L’émiettement persistant des maîtrises d’ouvrage compétentes en eau et assainissement justifie l’invitation au partage : « Les petits services peuvent ainsi bénéficier des données des autres », argumente Sophie Houzet, responsable de la mission Villes et territoires intelligents au Centre d'études et d'expertise sur les risques, l'environnement, la mobilité et l'aménagement (Cerema).
Une application gratuite et simple
La remontée et le traitement des informations reposent sur l’application mobile et gratuite HPO Collect, mise à la disposition des exploitants par Altereo. Kevin Nirsimloo, directeur marketing et prospective de l’ingénieriste, en donne le mode d’emploi : « Lors de la réparation d’une fuite, il suffit d’actionner un gros bouton rose pour enregistrer les cinq données indispensables : emplacement, diamètre, matériau, type de fuite et cause.

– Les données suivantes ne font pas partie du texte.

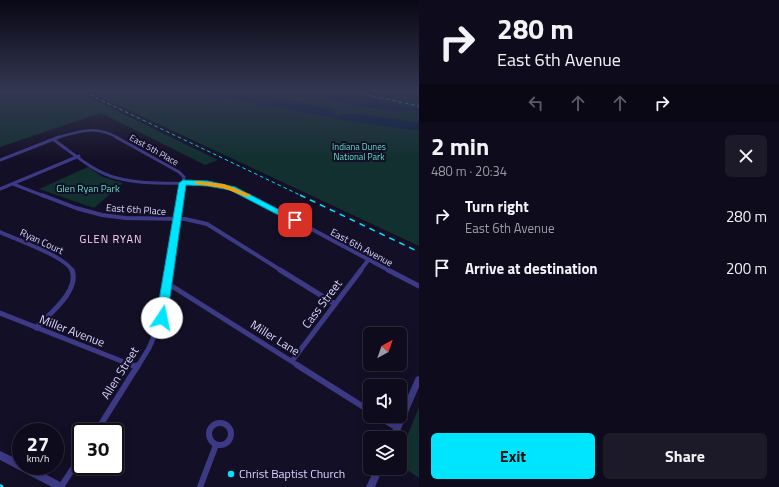 <!DOCTYPE html>
<html lang="en">
<head>
<meta charset="utf-8">
<style>
	body { margin:0; font-family:"Titillium Web",sans-serif; background:#1c1929; color:#f1f3f6; height:100vh; display:flex; flex-direction:column; font-size:15px; white-space:nowrap }
	* { box-sizing:border-box; margin:0 }
	p { font-size:13px; color:#9b9ba3 }
	.icon { flex:none; width:22px; height:22px; fill:none; stroke:currentColor; stroke-width:2; stroke-linecap:round; stroke-linejoin:round }
	.map { position:relative; flex:1; overflow:hidden }
	.panel { display:flex; flex-direction:column; background:#0e0b1c; width:360px }
	.panel>* { flex:none }
	.guide { background:#0e0b1c; color:#f1f3f6; overflow:hidden }
	.needle { width:26px; rotate:40deg }
	.controls { position:absolute; left:363px; top:327px; display:grid; gap:8px }
	.controls a { display:grid; place-items:center; width:44px; height:44px; border-radius:6px; background:#0e0b1c; box-shadow:0 2px 10px #0003,0 0 0 1px #2e2b3b; font-size:20px }
	.speed { position:absolute; left:12px; top:423px; display:flex; gap:8px; font-size:20px; font-weight:700; text-align:center }
	.speed>* { display:grid; place-content:center; width:52px; height:52px; border-radius:50%; background:#0e0b1c; box-shadow:0 2px 10px #0003,0 0 0 1px #2e2b3b; line-height:1 }
	.speed small { font-size:10px; font-weight:400 }
	.speed .limit { border:2px solid #111; border-radius:6px; background:#fff; color:#111 }
	.pin { position:absolute; display:grid; place-items:center; width:34px; height:34px; color:#fff; margin:-17px; border-radius:8px; box-shadow:0 2px 6px #0006 }
	.me { position:absolute; width:44px; margin:-22px; rotate:11deg; stroke-linejoin:round; filter:drop-shadow(0 0 3px #0008) }
	.turn { display:flex; align-items:center; gap:14px; height:84px; padding:0 12px; font-size:18px }
	.turn .icon { width:52px; height:52px; stroke-width:2.5 }
	.turn b { display:block; font-size:28px; line-height:34px }
	.lanes { display:flex; align-items:center; height:38px; padding:0 12px; background:#0003; justify-content:center; gap:20px; direction:ltr }
	.lanes .off { opacity:.35 }
	.round { display:grid; place-items:center; flex:none; width:42px; height:42px; border-radius:6px; background:#1c1929 }
	.overview { display:flex; align-items:center; justify-content:space-between; height:68px; padding:0 12px }
	h1 { font-size:24px; font-weight:700; line-height:30px }
	.primary-button { display:flex; gap:8px; margin-top:auto; padding:8px 12px }
	.primary-button a { flex:1; height:46px; border-radius:6px; background:#00e5ff; color:#111; font-size:16px; font-weight:700; line-height:46px; text-align:center }
	.primary-button a+a { background:#1c1929; color:#f1f3f6 }
	ul { padding:0; list-style:none }
	li { display:flex; align-items:center; gap:12px; height:52px; padding:0 12px }
	li div { flex:1 }
	li b { display:block; font-size:15px }
	li em { font-style:normal }
	main { display:flex; flex:1; min-height:0 }
	.map>svg:first-child { display:block }
</style>
</head>
<body>
<main>
<div class="map">
<svg width="419" height="487" viewBox="0 0 419 487">
	<rect width="100%" height="100%" fill="#130f26"/>
	<g fill="#12302f">
		<path d="M0,92h78l140,68 -13,5 -104,-52 -101,34z"/>
		<path d="M90,92h329v154z"/>
		<path d="M88,167l15,10 20,6 -29,25 -55,-19z"/>
		<path d="M419,407v71l-19,-13v-11z"/>
	</g>
	<g fill="#0a1f44">
		<path d="M180,92h77l11,5 26,4 40,9 1,4 3,1 16,-2 65,10v8l-70,-10 -77,-15h-9l-13,-4 -23,-3 -15,-4z"/>
		<path d="M301,92h44l74,17v2l-17,1 -46,-6z"/>
	</g>
	<g fill="none" stroke-linecap="round" stroke-linejoin="round">
		<path stroke="#3d3a85" stroke-width="2.5" d="M56,138c23,-7 40,-13 62,0"/>
		<g stroke="#3d3a85" stroke-width="3">
			<path d="M116,137l63,35 5,5 -3,19"/>
			<path d="M54,140c20,14 39,32 63,38 44,12 91,-4 133,18"/>
			<path d="M0,160l59,-23"/>
			<path d="M13,184l31,12"/>
			<path d="M0,189l79,-33"/>
		</g>
		<g stroke="#3d3a85" stroke-width="4">
			<path d="M42,195l34,13 26,7 24,3 59,1 22,5 75,47"/>
			<path d="M248,195l142,76"/>
			<path d="M0,232c15,7 67,25 72,39"/>
			<path d="M169,271l12,-76"/>
			<path d="M360,271l9,-12"/>
		</g>
		<g stroke="#3d3a85" stroke-width="5">
			<path d="M280,270l55,34"/>
			<path d="M388,270l31,16"/>
			<path d="M167,283l132,83"/>
			<path d="M0,313l134,53"/>
			<path d="M36,328c13,-14 44,-37 36,-58"/>
			<path d="M292,361l69,-91"/>
			<path d="M138,366l11,-18 13,-30 8,-48"/>
		</g>
		<g stroke="#3d3a85" stroke-width="6">
			<path d="M132,365l5,2"/>
			<path d="M297,365l73,46"/>
			<path d="M378,416l19,12"/>
			<circle cx="220" cy="434" r="11"/>
			<path d="M96,432l42,-67"/>
			<path d="M61,487l20,-31"/>
			<path d="M200,487l16,-42"/>
		</g>
		<g fill="#3d3a85" fill-rule="evenodd">
			<path d="M419,376v11l-22,51h-8l10,-22h1v-3l16,-36z"/>
			<path d="M0,451l21,10v5h9l34,18 1,3h-13l-52,-27z"/>
			<path d="M375,468h8l-8,19h-9z"/>
		</g>
		<g stroke="#00e5ff" stroke-width="1" stroke-dasharray="3.5 3" stroke-linecap="butt">
			<path d="M84,92l218,104"/>
			<path d="M354,92l65,14"/>
		</g>
		<path stroke="#00e5ff" stroke-width="1.5" stroke-dasharray="6 5" stroke-linecap="butt" d="M300,195l119,57"/>
		<path stroke="#00e5ff" stroke-width="2.5" stroke-dasharray="10 8" stroke-linecap="butt" d="M0,485l3,2"/>
	</g>
	<linearGradient id="sky" x2="0" y2="1"><stop stop-color="#0a0815"/><stop offset="0.57" stop-color="#333752"/><stop offset="1" stop-color="#333752" stop-opacity="0"/></linearGradient>
	<rect width="419" height="160" fill="url(#sky)"/>
	<path fill="#00e5ff" stroke="#0095a6" d="M183,180l25,1 27,6 64,33 -4,3 -3,-1 -62,-32 -22,-4 -22,-1 -19,133 -2,3 -3,2 -4,-2 -2,-3 23,-135z"/>
	<path fill="#f59e0b" d="M195,181l29,3 27,11 -4,2 -24,-9 -28,-4z"/>
	<circle fill="#00e5ff" stroke="#130f26" stroke-width="1.5" cx="231" cy="474" r="4"/>
	<g text-anchor="middle" stroke-width="4" stroke-linejoin="round" paint-order="stroke">
		<g font-size="9" fill="#5fe0c0" stroke="#130f26">
			<text x="359" y="150">Indiana Dunes<tspan x="359" dy="10">National Park</tspan></text>
		</g>
		<g font-size="9" fill="#d9d4ff" stroke="#130f26">
			<text transform="translate(154 150) rotate(29)" y="3">East 5th Place</text>
		</g>
		<g font-size="10" fill="#5fe0c0" stroke="#130f26">
			<text x="88" y="192">Glen Ryan Park</text>
		</g>
		<g font-size="10" fill="#d9d4ff" stroke="#130f26">
			<text transform="translate(136 209) rotate(4)" y="4">East 6th Place</text>
			<text transform="translate(42 241) rotate(25)" y="4">Ryan Court</text>
			<text transform="translate(362 247) rotate(28)" y="4">East 6th Avenue</text>
		</g>
		<g font-size="11" letter-spacing="1" fill="#ffd6f0" stroke="#130f26">
			<text x="111" y="243">GLEN RYAN</text>
		</g>
		<g font-size="12" fill="#d9d4ff" stroke="#130f26">
			<text transform="translate(322 304) rotate(-53)" y="4">Cass Street</text>
			<text transform="translate(72 331) rotate(21)" y="4">Miller Avenue</text>
			<text transform="translate(275 338) rotate(32)" y="4">Miller Lane</text>
			<text transform="translate(120 373) rotate(-58)" y="4">Allen Street</text>
		</g>
		<g font-size="12" fill="#d9d4ff" stroke="#130f26" text-anchor="start">
			<text x="239" y="478">Christ Baptist Church</text>
		</g>
	</g>
</svg>
<div class="controls">
<a><svg class="needle" viewBox="-14 -14 28 28"><path d="M0-13l5 13h-10z" fill="#e53935"/><path d="M0 13l5-13h-10z" fill="#9b9ba3"/></svg></a>
<a><svg class="icon" aria-label="sound" viewBox="0 0 24 24"><path d="M4 9h4l5-4v14l-5-4H4zM17 9q2 3 0 6"/></svg></a>
<a><svg class="icon" aria-label="layers" viewBox="0 0 24 24"><path d="M12 4l9 5-9 5-9-5zM3 14l9 5 9-5"/></svg></a>
</div>
<div class="speed"><div>27<small>km/h</small></div><div class="limit">30</div></div>
<div class="pin" style="left:295px;top:220px;background:#d93025"><svg class="icon" aria-label="arrive" viewBox="0 0 24 24"><path d="M6 21V4h12l-3 4 3 4H6"/></svg></div>
<svg class="me" style="left:162px;top:318px" viewBox="-20 -20 40 40"><circle r="19" fill="#fff"/><path d="M0-13L10 11 0 6-10 11z" fill="#00e5ff"/></svg>
</div>
<section class="panel">
<div class="guide">
<div class="turn"><svg class="icon" aria-label="right" viewBox="0 0 24 24"><path d="M7 20v-9h11M14 6l5 5-5 5"/></svg><div><b>280 m</b>East 6th Avenue</div></div>
<div class="lanes"><svg class="icon off" aria-label="left" viewBox="0 0 24 24"><path d="M17 20v-9H6M10 6l-5 5 5 5"/></svg><svg class="icon off" aria-label="ahead" viewBox="0 0 24 24"><path d="M12 20V5M6 11l6-6 6 6"/></svg><svg class="icon off" aria-label="ahead" viewBox="0 0 24 24"><path d="M12 20V5M6 11l6-6 6 6"/></svg><svg class="icon" aria-label="right" viewBox="0 0 24 24"><path d="M7 20v-9h11M14 6l5 5-5 5"/></svg></div>
</div>
<div class="overview"><div><h1>2 min</h1><p>480 m · 20:34</p></div><a class="round"><svg class="icon" aria-label="close" viewBox="0 0 24 24"><path d="M6 6l12 12M18 6L6 18"/></svg></a></div>
<ul>
<li><svg class="icon" aria-label="right" viewBox="0 0 24 24"><path d="M7 20v-9h11M14 6l5 5-5 5"/></svg><div><b>Turn right</b><p>East 6th Avenue</p></div><em>280 m</em></li>
<li><svg class="icon" aria-label="arrive" viewBox="0 0 24 24"><path d="M6 21V4h12l-3 4 3 4H6"/></svg><div><b>Arrive at destination</b></div><em>200 m</em></li>
</ul>
<div class="primary-button"><a>Exit</a><a>Share</a></div>
</section>
</main>
</body>
</html>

Les listes déroulantes dispensent des saisies complexes ». L’application fonctionne sur Google comme sur Apple Store.
Les gros bénéfices issus de ce petit effort résultent de la connexion entre la gestion patrimoniale de l’eau et les autres applications mutualisées par Ozwillo, plateforme mutualisée associée à France Data Réseaux et garante de la sécurisation des données tant dans le domaine de l'eau que dans l’éclairage et les bornes de rechargement de véhicules électriques : autant d'infrastructures fédérées par des points d’appui communs comme les poteaux électriques ou les châteaux d’eau.

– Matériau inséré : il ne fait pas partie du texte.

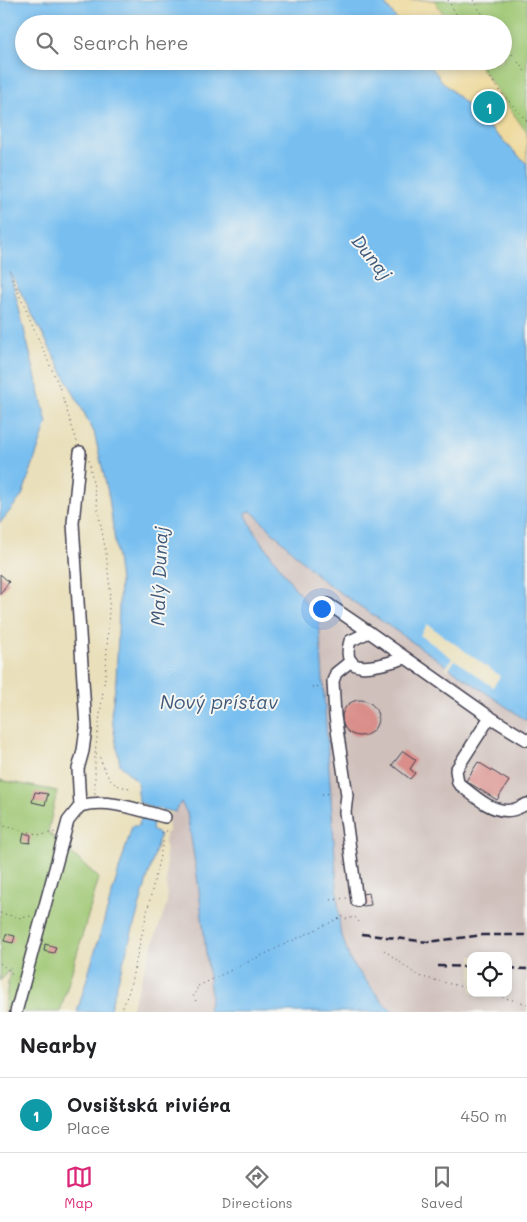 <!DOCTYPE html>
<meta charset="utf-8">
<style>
:root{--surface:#fff;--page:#f6f6f6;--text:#202124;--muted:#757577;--line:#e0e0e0;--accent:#db2777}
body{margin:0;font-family:Mali,sans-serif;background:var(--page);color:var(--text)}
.controls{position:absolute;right:15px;bottom:15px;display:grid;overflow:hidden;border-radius:10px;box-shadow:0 2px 8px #0003}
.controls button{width:45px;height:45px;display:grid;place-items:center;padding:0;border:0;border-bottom:1px solid var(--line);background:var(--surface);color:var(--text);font:25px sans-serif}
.you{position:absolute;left:321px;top:608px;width:18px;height:18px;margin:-12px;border:4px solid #fff;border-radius:50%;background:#1a73e8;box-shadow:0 0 0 8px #1a73e833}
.badge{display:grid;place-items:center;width:32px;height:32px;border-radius:50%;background:var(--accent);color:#fff;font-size:16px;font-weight:700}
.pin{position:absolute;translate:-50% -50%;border:2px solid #fff;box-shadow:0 1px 5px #0006}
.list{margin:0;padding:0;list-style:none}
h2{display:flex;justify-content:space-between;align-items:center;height:65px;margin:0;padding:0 20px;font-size:21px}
h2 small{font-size:16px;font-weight:400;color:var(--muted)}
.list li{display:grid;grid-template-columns:32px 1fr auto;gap:15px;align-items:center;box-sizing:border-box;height:75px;padding:0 20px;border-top:1px solid var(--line)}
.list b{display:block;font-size:19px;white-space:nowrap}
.list p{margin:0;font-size:16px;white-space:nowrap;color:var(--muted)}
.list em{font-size:16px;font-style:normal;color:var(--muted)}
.icon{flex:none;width:28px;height:28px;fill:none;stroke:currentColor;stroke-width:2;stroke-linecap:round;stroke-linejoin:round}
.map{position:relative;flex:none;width:527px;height:1012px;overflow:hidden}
.search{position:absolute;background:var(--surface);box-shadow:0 2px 8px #0003;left:15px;right:15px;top:15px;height:55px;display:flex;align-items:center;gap:12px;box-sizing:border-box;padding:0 18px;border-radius:28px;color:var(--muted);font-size:19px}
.sheet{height:140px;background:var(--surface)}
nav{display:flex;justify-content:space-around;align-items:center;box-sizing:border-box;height:70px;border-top:1px solid var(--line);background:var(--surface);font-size:14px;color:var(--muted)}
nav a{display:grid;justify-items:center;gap:2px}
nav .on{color:var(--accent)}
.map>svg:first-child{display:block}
.industrial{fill:#cfc0bb;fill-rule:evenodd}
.green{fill:#9fc773;stroke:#607457}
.sand{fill:#eeda9e;stroke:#887e6c}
.water{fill:#78bff0;stroke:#4d7096}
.pier{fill:#e9dfba}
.building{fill:#d98e8a}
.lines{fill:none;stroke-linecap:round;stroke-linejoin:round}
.minor-casing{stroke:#403e4e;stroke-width:14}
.path{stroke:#403e4e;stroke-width:1;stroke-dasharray:1 4;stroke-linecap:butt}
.minor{stroke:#fff;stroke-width:11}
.rail{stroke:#22223b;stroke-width:2.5;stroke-dasharray:8 4;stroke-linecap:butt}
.labels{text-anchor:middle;stroke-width:4;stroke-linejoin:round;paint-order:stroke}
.water-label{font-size:19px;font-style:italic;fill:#40597a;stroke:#f6f6f2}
</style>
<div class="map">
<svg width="527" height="1012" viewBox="0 0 527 1012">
<rect width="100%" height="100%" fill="#f6f6f2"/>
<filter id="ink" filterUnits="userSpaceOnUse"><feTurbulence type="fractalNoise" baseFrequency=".02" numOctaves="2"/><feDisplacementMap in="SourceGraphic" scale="10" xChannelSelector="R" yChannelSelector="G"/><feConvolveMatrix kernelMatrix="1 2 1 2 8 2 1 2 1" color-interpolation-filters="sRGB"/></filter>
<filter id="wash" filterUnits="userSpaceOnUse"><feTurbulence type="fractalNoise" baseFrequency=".0096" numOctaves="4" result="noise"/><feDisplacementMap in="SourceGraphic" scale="20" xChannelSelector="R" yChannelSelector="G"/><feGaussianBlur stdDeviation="1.12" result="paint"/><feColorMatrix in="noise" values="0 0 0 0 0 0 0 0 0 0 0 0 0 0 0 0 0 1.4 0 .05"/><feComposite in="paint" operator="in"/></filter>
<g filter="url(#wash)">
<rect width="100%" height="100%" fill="#e9dfba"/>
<g class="industrial">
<path d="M251,511l71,69 205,141v291h-133l-10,-8 -34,-44 -10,-30 -85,-397 -10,-20zM471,956h37v37h-37z"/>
<polygon points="181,802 187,813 198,882 211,996 208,1012 130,1012 167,903 165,833 169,832 168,815 174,813"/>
</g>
<g class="green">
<polygon points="388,0 527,0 527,154 435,61 503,61 503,24 406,24"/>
<polygon points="0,780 57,791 48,832 99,878 60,1012 4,1012 10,969 0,981"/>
</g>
<g class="sand">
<polygon points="382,0 434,0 450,24 400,24"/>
<polygon points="427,61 476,61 527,133 527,164 441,80"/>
</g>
<g class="water">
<polygon points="0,0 382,0 400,24 24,24 24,61 427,61 441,80 527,164 527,721 322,580 251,511 245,513 255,533 319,621 340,930 350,960 384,1004 394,1012 208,1012 211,996 198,882 187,813 181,802 175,812 152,808 139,802 137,781 120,765 111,714 116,681 120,581 109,497 94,432 10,272 47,423 22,496 0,523"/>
<polygon points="141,818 153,822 152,830 160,835 109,1012 77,1012 132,826 138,826"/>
</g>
<polygon class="pier" points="427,624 500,676 493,687 455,660 448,670 446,668 452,658 420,635"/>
<g id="blocks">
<g class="building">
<polygon points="0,574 9,582 0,594"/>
<circle cx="360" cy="718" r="18"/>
<polygon points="403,751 416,760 410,769 415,773 410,779 392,765"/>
<polygon points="478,762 509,781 497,800 466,781"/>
<polygon points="35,792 48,794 45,805 32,802"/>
<polygon points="24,833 31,835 30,843 22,842"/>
<polygon points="369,893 371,905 363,906 361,894"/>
<polygon points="6,934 15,936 13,943 4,941"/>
<polygon points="45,944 56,947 54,953 44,951"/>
</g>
</g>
</g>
<g filter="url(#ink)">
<use href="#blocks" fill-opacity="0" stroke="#403e4e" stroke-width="1"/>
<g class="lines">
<g class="minor-casing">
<g id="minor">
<polyline points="328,604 369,632"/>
<path d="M406,658l-37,-26 -19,9c-12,41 36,22 56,17l84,59"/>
<polyline points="351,661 336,673 333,681 335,716 347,795 345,812 357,901"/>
<path d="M527,740l-37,-23 -34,53 2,13c14,11 34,31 54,27 5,-1 10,-4 15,-6"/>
<path d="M80,806c29,-8 58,4 85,11"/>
<polyline points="16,1012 68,821 80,806 78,769 83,751 86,728 73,523 80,452"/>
</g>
</g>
<g class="path">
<polyline points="448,0 462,24"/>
<polyline points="473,0 489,24"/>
<polyline points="503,42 527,74"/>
<polyline points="480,61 497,88 527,121"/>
<polyline points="12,278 59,386 77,442"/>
<polyline points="89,460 106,553 110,589 106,668 95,754 95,794"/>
<polyline points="312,687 324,686"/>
<path d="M96,754l3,2c9,19 8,31 33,32"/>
<polyline points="322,794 336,793"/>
<polyline points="0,825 41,835 55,832"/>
<polyline points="331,900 347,898"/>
<polyline points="0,913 21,918 31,916"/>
<polyline points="384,950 418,976 471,989"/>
<polyline points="0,963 15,976"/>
<polyline points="488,993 527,1004"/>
<polyline points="196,1001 193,995 198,991 196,987 344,916 346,919 355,917 359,922"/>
<polyline points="121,1012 129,991 164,838 162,832 167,831 167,827"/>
</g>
<use href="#minor" class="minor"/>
<g class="rail">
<polyline points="362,934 428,942 483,935 525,935"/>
<polyline points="438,966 471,967"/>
<polyline points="508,968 527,969"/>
</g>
</g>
</g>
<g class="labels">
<g class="water-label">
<text transform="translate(372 257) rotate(51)" y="7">Dunaj</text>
<text transform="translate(159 576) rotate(-88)" y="7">Malý Dunaj</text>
<text x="219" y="709">Nový prístav</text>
</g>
</g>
</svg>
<div class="controls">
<button><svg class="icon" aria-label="locate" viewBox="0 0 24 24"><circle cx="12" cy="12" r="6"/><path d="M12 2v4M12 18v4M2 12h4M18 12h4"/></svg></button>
</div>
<div class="you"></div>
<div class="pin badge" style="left:489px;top:107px;background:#0f9aa8">1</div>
<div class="search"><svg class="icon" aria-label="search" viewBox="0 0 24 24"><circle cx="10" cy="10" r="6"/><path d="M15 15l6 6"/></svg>Search here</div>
</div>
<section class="sheet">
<h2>Nearby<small></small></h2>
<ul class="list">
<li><span class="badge" style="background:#0f9aa8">1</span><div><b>Ovsištská riviéra</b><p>Place</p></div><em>450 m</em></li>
</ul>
</section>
<nav>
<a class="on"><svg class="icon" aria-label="map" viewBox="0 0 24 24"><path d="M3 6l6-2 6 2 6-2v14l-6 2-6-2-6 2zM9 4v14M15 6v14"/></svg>Map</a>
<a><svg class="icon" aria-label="directions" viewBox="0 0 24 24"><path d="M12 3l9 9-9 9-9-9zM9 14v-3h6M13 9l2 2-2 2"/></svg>Directions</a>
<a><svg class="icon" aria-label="saved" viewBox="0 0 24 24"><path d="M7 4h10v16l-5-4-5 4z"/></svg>Saved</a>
</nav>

Le plus de l’intelligence artificielle
Pour stimuler les exploitants, « les partenaires de France Data Réseaux réfléchissent à des carottes comme la visualisation cartographique ou la production automatique de profils patrimoniaux qui permettraient de décrire les fragilités et d’estimer les niveaux d’investissement nécessaires », précise Régis Taisne, chef du département « cycle de l’eau » à la FNCCR.
Les partenaires du projet se tiennent prêts à accueillir d’autres applications complémentaires, comme le Score Card Resilience Eau récemment annoncé par Veolia et le Cerema, centré sur la résilience face au défi climatique. Au-delà, le calcul précis des moments et des lieux les plus propices au renouvellement peut reposer sur l’offre commerciale d’Altereo, pionnier de l’intelligence artificielle appliquée à la gestion patrimoniale des réseaux.
Un enfant des assises
Régis Taine rappelle les ingrédients de l’effet ciseau qui justifie la mobilisation : un taux de fuite qui stagne à 20 %, des conduites souvent construites en PVC durant les 30 glorieuses et dont le vieillissement s’accélère, des moyens qui diminuent dans les agences de l’eau au moment où la pression sur la ressource ne cesse de croître et où des nouvelles familles de polluants se multiplient… Autant de raisons pour optimiser les investissements.
France Data Réseaux s’inscrit dans le prolongement de la première partie des assises de l’eau de 2018, consacrées au petit cycle de l’eau : « Cette concertation s’était conclue par un appel à toutes les collectivités, pour qu’elles contribuent à l’alimentation du système d’information des services publics d’eau et d’assainissement », rappelle son ancien coordonnateur Jean Launay, président du comité national de l’eau.
Tout en se félicitant des progrès promis par la révolution numérique, ce sage des politiques publiques de l’eau a profité du webinaire de la FNCCR pour lancer un appel aux agences dont les missions se sont élargies avec la prise en compte du grand cycle : « L’Alimentation en eau potable et l’assainissement constituent leur devoir majeur, dans le petit cycle. Ne laissons pas les collectivités sans accompagnement, dans ces domaines ! ».